If you’re not blessed with an abundance of space in your back yard, you could be missing out on the opportunity to grow your own fruit and veg. Nothing tastes sweeter than the produce you have grown yourself, so if you don’t have ample garden space an allotment might be something to consider.
However, there’s no denying that looking after an allotment takes a considerable amount of work. Here’s a look at allotment gardens and whether you should get one yourself.
Buying fresh fruit and veg isn’t always the cheapest and if you want to eat healthily it can put a strain on your pocket. Opting to grow your own means that you can enjoy as much fruit and veg as you want for a tiny fraction of the price.

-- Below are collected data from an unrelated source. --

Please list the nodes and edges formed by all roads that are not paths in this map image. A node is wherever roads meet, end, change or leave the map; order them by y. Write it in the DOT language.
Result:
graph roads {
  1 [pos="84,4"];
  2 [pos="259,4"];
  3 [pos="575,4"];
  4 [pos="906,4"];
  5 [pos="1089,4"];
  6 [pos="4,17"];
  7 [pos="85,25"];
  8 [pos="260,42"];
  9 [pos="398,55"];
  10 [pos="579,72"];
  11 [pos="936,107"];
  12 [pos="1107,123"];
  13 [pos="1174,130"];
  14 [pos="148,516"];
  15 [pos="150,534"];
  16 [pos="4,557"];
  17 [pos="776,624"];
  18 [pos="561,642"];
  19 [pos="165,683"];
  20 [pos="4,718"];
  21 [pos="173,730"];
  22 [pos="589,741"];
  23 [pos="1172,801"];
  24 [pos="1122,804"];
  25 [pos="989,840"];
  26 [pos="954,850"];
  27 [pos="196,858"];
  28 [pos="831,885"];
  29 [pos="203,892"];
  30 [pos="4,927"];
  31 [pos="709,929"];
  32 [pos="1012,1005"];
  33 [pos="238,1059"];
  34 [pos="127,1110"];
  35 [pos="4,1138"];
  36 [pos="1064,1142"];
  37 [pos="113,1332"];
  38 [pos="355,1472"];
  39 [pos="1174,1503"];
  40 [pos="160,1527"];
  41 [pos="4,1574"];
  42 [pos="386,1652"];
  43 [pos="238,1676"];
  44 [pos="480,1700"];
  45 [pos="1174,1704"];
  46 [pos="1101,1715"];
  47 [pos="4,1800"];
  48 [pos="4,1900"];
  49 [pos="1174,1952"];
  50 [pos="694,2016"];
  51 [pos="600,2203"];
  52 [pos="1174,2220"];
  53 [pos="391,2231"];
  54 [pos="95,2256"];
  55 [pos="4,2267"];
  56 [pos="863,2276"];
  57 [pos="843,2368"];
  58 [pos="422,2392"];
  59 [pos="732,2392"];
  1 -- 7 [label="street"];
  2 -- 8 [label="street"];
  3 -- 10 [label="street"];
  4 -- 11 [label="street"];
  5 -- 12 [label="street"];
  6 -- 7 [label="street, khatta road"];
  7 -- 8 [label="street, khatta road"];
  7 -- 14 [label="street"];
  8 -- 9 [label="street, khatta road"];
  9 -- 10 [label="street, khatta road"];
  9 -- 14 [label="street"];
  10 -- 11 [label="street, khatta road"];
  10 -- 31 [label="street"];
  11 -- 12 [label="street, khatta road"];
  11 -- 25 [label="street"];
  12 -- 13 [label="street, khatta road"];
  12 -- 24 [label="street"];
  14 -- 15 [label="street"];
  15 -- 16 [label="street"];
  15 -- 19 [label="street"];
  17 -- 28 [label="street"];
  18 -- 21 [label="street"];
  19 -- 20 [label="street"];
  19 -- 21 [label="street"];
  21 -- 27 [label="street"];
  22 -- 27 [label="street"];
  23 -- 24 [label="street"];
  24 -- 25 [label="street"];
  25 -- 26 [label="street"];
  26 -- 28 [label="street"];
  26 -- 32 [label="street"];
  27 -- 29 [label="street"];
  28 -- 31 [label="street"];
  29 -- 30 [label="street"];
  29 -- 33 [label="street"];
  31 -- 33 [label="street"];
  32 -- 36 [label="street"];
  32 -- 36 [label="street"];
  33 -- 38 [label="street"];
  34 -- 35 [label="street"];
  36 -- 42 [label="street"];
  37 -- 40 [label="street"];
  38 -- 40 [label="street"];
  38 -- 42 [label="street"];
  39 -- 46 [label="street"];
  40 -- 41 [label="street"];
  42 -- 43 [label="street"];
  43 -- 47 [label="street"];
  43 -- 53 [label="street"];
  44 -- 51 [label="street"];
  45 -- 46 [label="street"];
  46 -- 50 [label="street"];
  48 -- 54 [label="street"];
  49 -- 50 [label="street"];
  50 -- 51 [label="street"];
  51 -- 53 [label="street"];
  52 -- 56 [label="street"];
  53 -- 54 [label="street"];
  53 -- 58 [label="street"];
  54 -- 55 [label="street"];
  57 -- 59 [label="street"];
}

The National Allotment Society estimate that with good planning, and a freezer to lend a hand, it’s possible to grow enough produce to feed a whole family for a year from just a single plot.
Your reasons for having an allotment may be purely selfish, but even without realising it you’ll be helping the environment.
The National Allotment Society say that just a tiny 1 square metre of space can support several hundred different species. By cultivating an allotment you are providing a piece of land which will contribute to the ecosystem, providing essential habitat for insects and bees. You may not be the biggest fan of winged creatures or creepy crawlies but they are vital for the health of crops and plants alike.
Any kind of exercise has been proven to provide a boost to emotional well-being, but when this is combined with fresh air, the results are even greater. Tending an allotment can help lift your mood or beat the blues if you’re feeling a bit down.
There’s benefits for your physical health too, as gardening is hard work! Rather than pounding away on a sweaty treadmill, pick up your spade and get digging: half an hour of gardening could burn up to 150 calories.
The fresh, sweet taste of fruit and veg is impossible to beat but nothing comes close to eating immediately after it’s been picked.
Sweetcorn, strawberries, peas and carrots are all so much sweeter, having a delicate taste that is lost when it’s mass produced. Even the humble potato has an earthier, more wholesome flavour that is instantly recognisable.
And of course, the knowledge that you grew everything with your own two hands brings an extra little zing to what you put on your plate!
Although allotments take a lot of work, they are a great place to socialise and meet like-minded people too. Many gardeners opt to keep a small shed at their allotment and with a few pantry provisions stashed inside, you can enjoy a brew and a chat with some new friends while you take a break.